#### [Assigned task]
Please write out exactly the lines of the data below from the line holding "Please list the" through the line holding "Turn all roads", and leave out the rest.

#### [Exercise data]
^^^^^^^^^^^^^^^^

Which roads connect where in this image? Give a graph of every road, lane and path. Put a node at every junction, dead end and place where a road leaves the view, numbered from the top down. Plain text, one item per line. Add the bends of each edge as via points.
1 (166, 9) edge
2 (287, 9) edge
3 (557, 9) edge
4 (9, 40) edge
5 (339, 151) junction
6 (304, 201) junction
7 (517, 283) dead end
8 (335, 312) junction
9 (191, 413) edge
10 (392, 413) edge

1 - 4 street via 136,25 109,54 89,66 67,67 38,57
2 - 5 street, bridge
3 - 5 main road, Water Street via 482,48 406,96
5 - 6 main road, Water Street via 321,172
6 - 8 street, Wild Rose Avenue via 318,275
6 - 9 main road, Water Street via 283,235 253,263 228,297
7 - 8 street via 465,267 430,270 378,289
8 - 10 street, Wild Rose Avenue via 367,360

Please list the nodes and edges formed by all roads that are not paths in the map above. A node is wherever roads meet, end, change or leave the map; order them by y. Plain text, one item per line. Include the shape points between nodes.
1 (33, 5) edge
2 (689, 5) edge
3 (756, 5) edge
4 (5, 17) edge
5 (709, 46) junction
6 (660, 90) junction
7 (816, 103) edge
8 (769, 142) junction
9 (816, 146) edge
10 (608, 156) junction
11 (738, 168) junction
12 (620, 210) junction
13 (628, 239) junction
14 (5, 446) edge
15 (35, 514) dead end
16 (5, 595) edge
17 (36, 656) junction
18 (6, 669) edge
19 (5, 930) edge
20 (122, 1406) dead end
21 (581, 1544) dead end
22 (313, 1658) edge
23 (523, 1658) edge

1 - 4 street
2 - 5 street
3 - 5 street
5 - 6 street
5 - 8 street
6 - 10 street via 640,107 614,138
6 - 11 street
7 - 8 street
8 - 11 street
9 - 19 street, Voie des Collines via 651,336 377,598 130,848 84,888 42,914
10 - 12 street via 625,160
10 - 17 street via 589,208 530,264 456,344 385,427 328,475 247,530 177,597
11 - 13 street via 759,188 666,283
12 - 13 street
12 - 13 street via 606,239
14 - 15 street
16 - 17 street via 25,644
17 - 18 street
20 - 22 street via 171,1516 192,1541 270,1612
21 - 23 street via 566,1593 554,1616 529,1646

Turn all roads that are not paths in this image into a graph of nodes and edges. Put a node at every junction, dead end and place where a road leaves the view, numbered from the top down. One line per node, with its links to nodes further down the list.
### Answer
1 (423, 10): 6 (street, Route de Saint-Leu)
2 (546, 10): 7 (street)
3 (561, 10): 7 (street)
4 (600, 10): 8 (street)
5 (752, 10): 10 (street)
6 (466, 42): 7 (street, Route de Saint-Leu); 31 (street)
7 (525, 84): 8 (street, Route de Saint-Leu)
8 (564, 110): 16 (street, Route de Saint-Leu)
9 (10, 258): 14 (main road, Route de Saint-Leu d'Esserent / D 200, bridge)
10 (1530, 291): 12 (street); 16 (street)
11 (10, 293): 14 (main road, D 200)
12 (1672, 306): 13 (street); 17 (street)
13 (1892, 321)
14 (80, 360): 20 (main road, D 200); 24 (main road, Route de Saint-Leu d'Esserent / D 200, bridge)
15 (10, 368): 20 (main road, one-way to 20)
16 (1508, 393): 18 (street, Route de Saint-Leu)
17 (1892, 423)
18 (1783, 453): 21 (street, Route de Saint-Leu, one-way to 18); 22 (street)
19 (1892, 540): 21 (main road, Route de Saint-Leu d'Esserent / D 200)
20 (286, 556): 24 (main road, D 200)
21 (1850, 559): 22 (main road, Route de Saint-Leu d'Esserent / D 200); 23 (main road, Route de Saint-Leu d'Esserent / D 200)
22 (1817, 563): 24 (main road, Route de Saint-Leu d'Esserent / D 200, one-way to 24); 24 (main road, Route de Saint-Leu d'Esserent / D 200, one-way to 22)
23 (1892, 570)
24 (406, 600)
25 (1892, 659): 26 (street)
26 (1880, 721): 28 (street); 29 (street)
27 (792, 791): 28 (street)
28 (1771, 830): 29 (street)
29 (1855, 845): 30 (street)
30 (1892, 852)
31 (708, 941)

^^^^^^^^^^^^^^^^

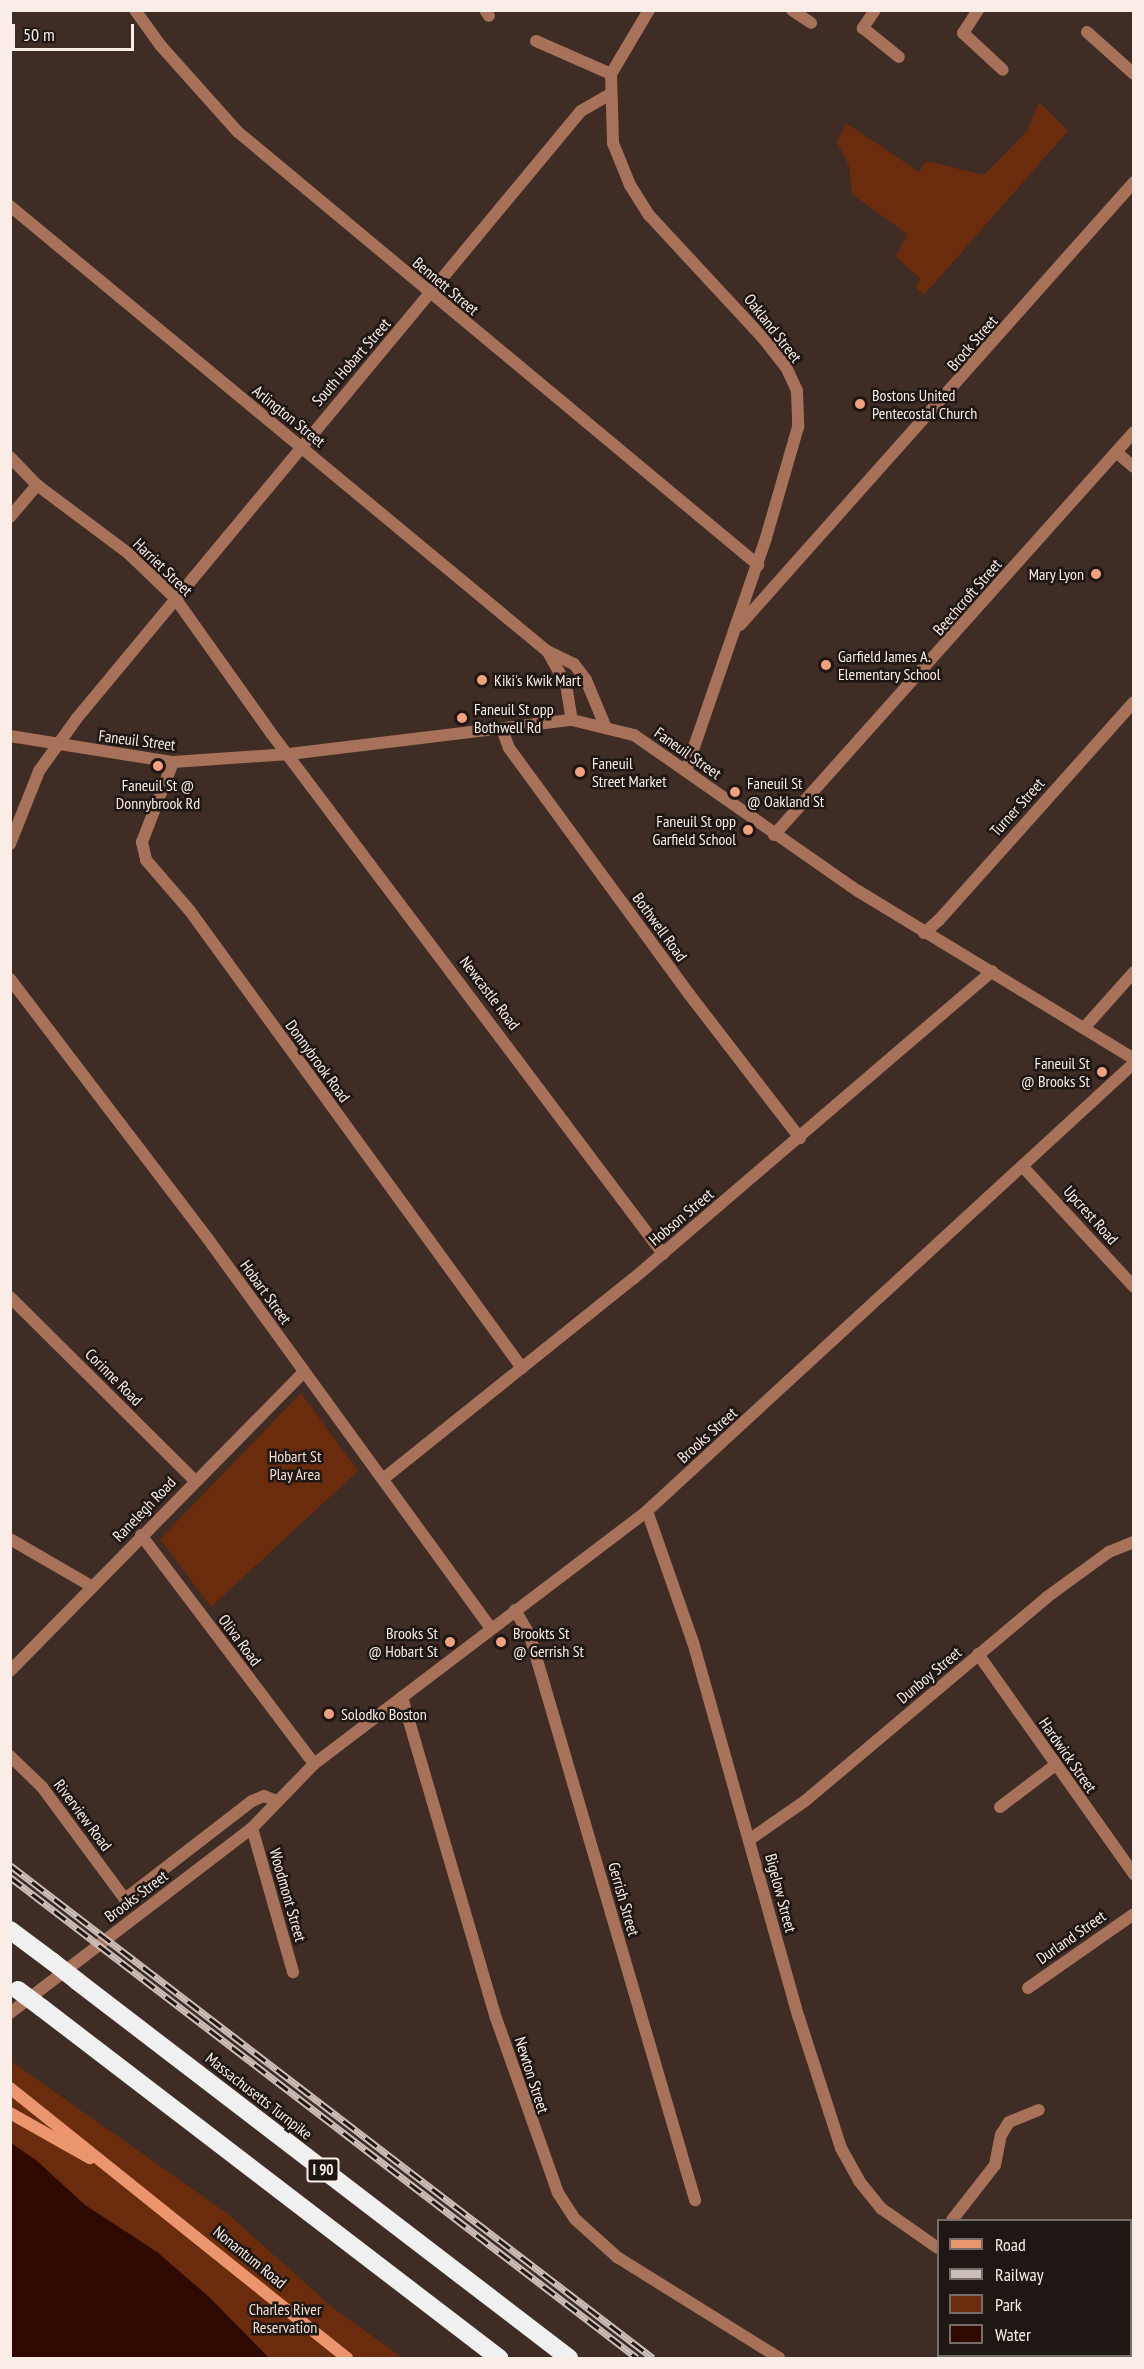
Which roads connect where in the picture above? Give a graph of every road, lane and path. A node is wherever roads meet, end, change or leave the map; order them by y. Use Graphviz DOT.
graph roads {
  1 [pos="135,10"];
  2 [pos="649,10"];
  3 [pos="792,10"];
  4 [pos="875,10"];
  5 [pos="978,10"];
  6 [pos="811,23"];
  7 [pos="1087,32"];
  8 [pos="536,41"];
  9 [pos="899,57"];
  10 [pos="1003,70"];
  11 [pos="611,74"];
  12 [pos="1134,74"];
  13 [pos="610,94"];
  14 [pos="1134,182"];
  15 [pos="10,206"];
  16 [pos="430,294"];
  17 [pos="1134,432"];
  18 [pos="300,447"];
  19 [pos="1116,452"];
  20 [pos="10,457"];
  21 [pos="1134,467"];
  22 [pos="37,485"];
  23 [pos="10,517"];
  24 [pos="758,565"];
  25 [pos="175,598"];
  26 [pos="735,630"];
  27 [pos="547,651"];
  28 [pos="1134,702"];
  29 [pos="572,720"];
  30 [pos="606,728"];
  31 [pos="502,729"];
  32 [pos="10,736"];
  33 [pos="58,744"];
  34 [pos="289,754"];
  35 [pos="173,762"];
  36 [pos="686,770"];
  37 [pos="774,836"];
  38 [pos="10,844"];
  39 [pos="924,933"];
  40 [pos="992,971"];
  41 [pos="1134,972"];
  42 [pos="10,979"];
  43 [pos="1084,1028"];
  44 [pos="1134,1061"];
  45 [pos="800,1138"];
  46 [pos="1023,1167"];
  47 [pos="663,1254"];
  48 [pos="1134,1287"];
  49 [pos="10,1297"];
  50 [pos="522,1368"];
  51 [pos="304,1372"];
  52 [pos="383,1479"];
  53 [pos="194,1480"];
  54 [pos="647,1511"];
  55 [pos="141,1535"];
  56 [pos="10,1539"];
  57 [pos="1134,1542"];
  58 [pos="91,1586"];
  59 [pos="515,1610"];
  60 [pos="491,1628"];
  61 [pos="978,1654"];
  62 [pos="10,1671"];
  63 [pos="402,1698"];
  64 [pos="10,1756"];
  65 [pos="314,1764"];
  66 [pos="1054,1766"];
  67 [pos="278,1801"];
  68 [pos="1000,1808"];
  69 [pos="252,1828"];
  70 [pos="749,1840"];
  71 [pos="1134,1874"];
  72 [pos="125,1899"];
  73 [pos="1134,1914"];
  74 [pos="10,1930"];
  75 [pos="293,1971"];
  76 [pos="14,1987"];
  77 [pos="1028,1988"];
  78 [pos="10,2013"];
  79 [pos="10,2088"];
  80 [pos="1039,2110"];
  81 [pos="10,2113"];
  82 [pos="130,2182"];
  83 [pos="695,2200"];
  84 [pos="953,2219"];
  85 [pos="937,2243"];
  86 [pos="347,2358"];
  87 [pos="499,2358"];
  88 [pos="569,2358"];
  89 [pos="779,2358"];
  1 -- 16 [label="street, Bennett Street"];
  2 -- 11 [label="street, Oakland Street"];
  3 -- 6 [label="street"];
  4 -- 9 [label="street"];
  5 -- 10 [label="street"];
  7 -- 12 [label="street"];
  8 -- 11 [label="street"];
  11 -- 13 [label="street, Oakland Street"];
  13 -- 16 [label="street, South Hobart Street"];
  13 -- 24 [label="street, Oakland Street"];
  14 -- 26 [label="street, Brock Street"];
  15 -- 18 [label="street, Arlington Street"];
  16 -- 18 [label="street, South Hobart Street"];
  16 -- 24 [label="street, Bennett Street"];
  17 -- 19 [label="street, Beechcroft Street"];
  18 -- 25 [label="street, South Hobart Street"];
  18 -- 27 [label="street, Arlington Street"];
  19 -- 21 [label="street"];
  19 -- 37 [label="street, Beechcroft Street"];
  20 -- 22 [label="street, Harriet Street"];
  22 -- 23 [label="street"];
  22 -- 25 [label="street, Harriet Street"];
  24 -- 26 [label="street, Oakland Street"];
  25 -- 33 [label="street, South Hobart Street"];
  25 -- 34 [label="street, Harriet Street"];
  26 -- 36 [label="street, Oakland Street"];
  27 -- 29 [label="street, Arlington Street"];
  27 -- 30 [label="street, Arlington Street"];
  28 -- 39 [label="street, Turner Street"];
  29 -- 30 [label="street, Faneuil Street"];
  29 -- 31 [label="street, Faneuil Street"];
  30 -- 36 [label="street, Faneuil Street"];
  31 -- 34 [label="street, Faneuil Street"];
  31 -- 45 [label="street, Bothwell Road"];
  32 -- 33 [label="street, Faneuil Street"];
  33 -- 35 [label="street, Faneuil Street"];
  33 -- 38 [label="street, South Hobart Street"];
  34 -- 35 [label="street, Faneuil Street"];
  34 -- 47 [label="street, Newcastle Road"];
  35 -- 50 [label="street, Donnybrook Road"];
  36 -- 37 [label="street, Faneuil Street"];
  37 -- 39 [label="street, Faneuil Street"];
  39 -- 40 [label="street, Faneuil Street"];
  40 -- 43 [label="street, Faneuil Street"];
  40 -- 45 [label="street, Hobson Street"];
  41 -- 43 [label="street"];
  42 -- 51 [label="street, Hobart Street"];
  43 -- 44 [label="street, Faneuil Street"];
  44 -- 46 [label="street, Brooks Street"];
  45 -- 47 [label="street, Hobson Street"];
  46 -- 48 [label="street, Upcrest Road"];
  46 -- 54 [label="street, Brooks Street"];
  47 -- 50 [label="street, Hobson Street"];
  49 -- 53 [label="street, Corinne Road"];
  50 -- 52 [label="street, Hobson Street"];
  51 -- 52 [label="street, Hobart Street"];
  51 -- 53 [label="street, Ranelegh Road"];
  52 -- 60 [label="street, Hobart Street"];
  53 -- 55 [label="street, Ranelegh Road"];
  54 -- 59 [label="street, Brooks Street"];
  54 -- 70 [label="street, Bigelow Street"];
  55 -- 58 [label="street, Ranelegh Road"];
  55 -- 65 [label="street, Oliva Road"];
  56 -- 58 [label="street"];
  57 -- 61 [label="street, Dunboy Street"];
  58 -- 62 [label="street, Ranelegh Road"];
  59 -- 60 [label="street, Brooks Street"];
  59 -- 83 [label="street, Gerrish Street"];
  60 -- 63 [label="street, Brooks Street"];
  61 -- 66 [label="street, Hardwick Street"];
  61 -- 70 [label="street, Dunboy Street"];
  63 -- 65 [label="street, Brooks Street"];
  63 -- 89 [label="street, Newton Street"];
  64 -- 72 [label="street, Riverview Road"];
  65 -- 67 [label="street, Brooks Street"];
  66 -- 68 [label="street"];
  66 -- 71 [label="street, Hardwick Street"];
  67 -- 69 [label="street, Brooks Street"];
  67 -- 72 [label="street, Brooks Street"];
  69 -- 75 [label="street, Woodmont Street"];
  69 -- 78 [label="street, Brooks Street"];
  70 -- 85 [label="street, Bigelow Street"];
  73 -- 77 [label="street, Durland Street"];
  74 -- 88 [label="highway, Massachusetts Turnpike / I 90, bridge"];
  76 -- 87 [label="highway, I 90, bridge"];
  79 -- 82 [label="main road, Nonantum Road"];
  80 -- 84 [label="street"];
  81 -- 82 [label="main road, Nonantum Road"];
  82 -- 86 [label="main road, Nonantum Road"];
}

^^^^^^^^^^^^^^^^

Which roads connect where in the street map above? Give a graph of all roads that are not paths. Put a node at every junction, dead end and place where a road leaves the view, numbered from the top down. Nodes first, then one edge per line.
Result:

^^^^^^^^^^^^^^^^

#### [Solution to the problem]
Please list the nodes and edges formed by all roads that are not paths in the map above. A node is wherever roads meet, end, change or leave the map; order them by y. Plain text, one item per line. Include the shape points between nodes.
1 (33, 5) edge
2 (689, 5) edge
3 (756, 5) edge
4 (5, 17) edge
5 (709, 46) junction
6 (660, 90) junction
7 (816, 103) edge
8 (769, 142) junction
9 (816, 146) edge
10 (608, 156) junction
11 (738, 168) junction
12 (620, 210) junction
13 (628, 239) junction
14 (5, 446) edge
15 (35, 514) dead end
16 (5, 595) edge
17 (36, 656) junction
18 (6, 669) edge
19 (5, 930) edge
20 (122, 1406) dead end
21 (581, 1544) dead end
22 (313, 1658) edge
23 (523, 1658) edge

1 - 4 street
2 - 5 street
3 - 5 street
5 - 6 street
5 - 8 street
6 - 10 street via 640,107 614,138
6 - 11 street
7 - 8 street
8 - 11 street
9 - 19 street, Voie des Collines via 651,336 377,598 130,848 84,888 42,914
10 - 12 street via 625,160
10 - 17 street via 589,208 530,264 456,344 385,427 328,475 247,530 177,597
11 - 13 street via 759,188 666,283
12 - 13 street
12 - 13 street via 606,239
14 - 15 street
16 - 17 street via 25,644
17 - 18 street
20 - 22 street via 171,1516 192,1541 270,1612
21 - 23 street via 566,1593 554,1616 529,1646

Turn all roads that are not paths in this image into a graph of nodes and edges. Put a node at every junction, dead end and place where a road leaves the view, numbered from the top down. One line per node, with its links to nodes further down the list.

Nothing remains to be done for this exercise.